Assumindo que não foi um caminho fácil, a coordenadora do BE enalteceu as lutas travadas e conquistadas e as que ficaram por conquistar. 

“Ousámos propor fazer o que nunca tinha sido feito e garantimos a subida do salário mínimo nacional ou o descongelamento das pensões. Garantimos o cumprimento da Constituição e um Parlamento que sabe que quem aqui vive tem de ser tratado com dignidade. No foi um caminho fácil, mas foi um caminho que foi sendo construído porque o BE teve a coragem de fazer desafios e a ousadia de propor novos caminhos (...)”.

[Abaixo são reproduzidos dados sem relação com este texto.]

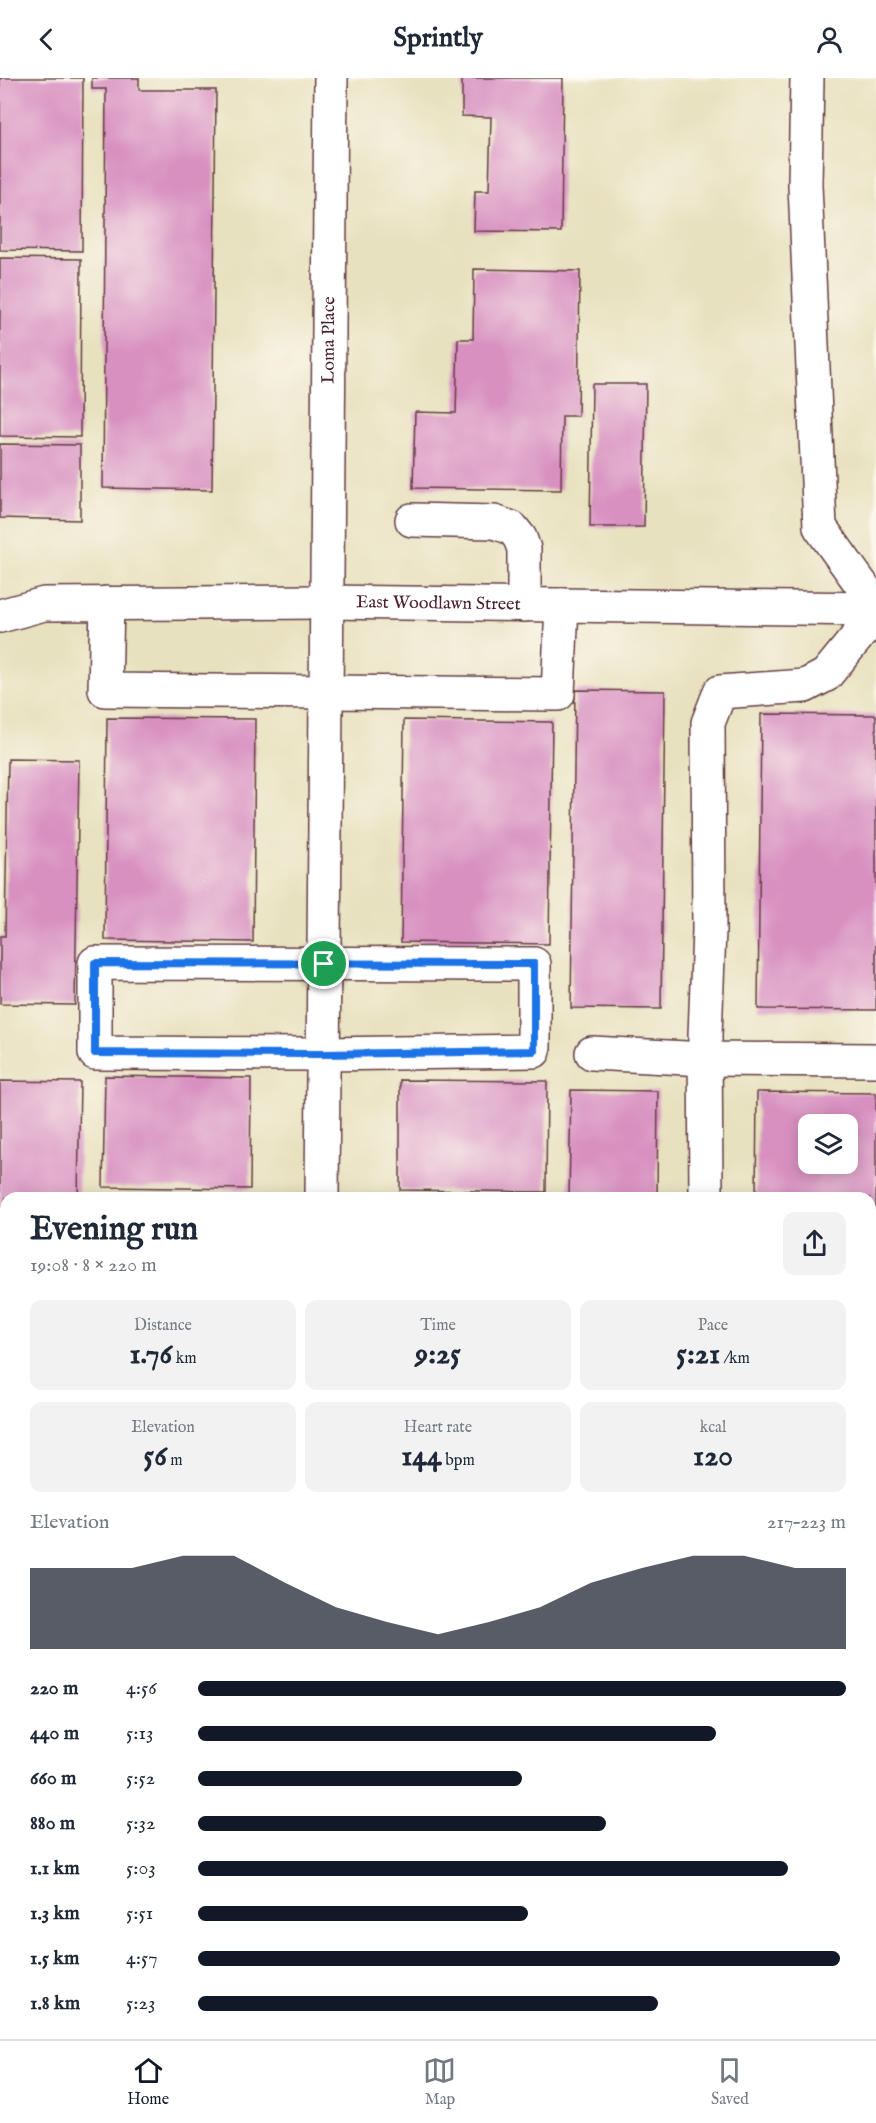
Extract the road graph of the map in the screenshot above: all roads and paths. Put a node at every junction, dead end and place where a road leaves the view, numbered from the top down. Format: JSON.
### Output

“Quem diria que seria possível em Portugal baixar-se pela primeira vez as propinas da Universidade do ano letivo que vai agora começar?”, questionou. E mais aplausos. De seguida, outro exemplo: “Tão difícil que é falar de quem está a cuidar dos seus e não tinha sequer um nome e hoje tem: estatuto do cuidador informal”.

“Abriram-se caminhos, rasgaram-se horizontes. Fomos à luta em todas as questões, não nos pusemos de fora das questões mais difíceis e sabemos que tivemos oportunidades perdidas mas nunca deixamos de lutar”, prosseguiu Catarina Martins. Exemplo disso, referiu, foi “o combate intransigente contra as rendas de privilégios dos produtores das elétricas e que manteremos com determinação”. E também “quando se discutiu o sistema financeiro”. “Não foi por falta de proposta e de capacidade do BE que não se encontrou para o Novo Banco uma solução que respondesse à esquerda”, frisou.

O BE, nas palavras de Catarina, nunca procurou facilidades, soube sempre encarar o que é o mais difícil.

“Nas questões essenciais, complexas, abrimos caminho com determinação”, afirmou, dando como exemplo a nova lei de bases da saúde. “Foi um caminho tão difícil. Ganhou o país. Porque onde existia uma lei de bases da saúde que regulava o mercado, o negócio da doença, há hoje uma lei de bases que permite salvar o SNS, e se houve quem teve dúvidas e que fez ziguezagues não foi seguramente o Bloco de Esquerda”, lembrou, aludindo ao PS.

“Fizemos o caminho sem nunca ceder, sem nunca transigir nos nossos compromissos”, resumiu. 

BE recusa o "caminho da intriga"

A coordenadora do BE enfatizou ainda que o partido recusa "o caminho da intriga", garantindo que vai seguir "o caminho da proposta".  O BE, prosseguiu, apresenta-se às eleições legislativas "para apresentar proposta, para apresentar programa, para discutir o que é preciso fazer no país". "Não nos dispersamos em jogos de provocações, nunca nos desviamos do que conta: responder por este país", prometeu, num discurso que demorou menos de 20 minutos.

Trabalho e investimento são as "duas áreas que vão ser os grandes desafios que definem um próximo Governo", aquele que vai sair das próximas eleições legislativas.

Catarina Martins não terminaria o discurso sem natural o apelo ao voto no Bloco de Esquerda, o voto que “faz acontecer”.

“No dia 6 de outubro, é quem vota que faz acontecer, é quem vota que decide, é quem se levanta pelo emprego, é quem se levanta pelo salário, quem se levanta pelo clima, pelos direitos, quem se levanta por um país mais justo é que faz acontecer. É esta gente que em todo o país se levanta que faz acontecer. No dia 6 de outubro, o voto no BE é o voto que faz acontecer”, terminou.

Segundo Catarina Martins, este foi o "maior 'Fórum Socialismo' da história do BE". Por ali passaram 750 pessoas, em 52 debates com 92 oradores e oradoras.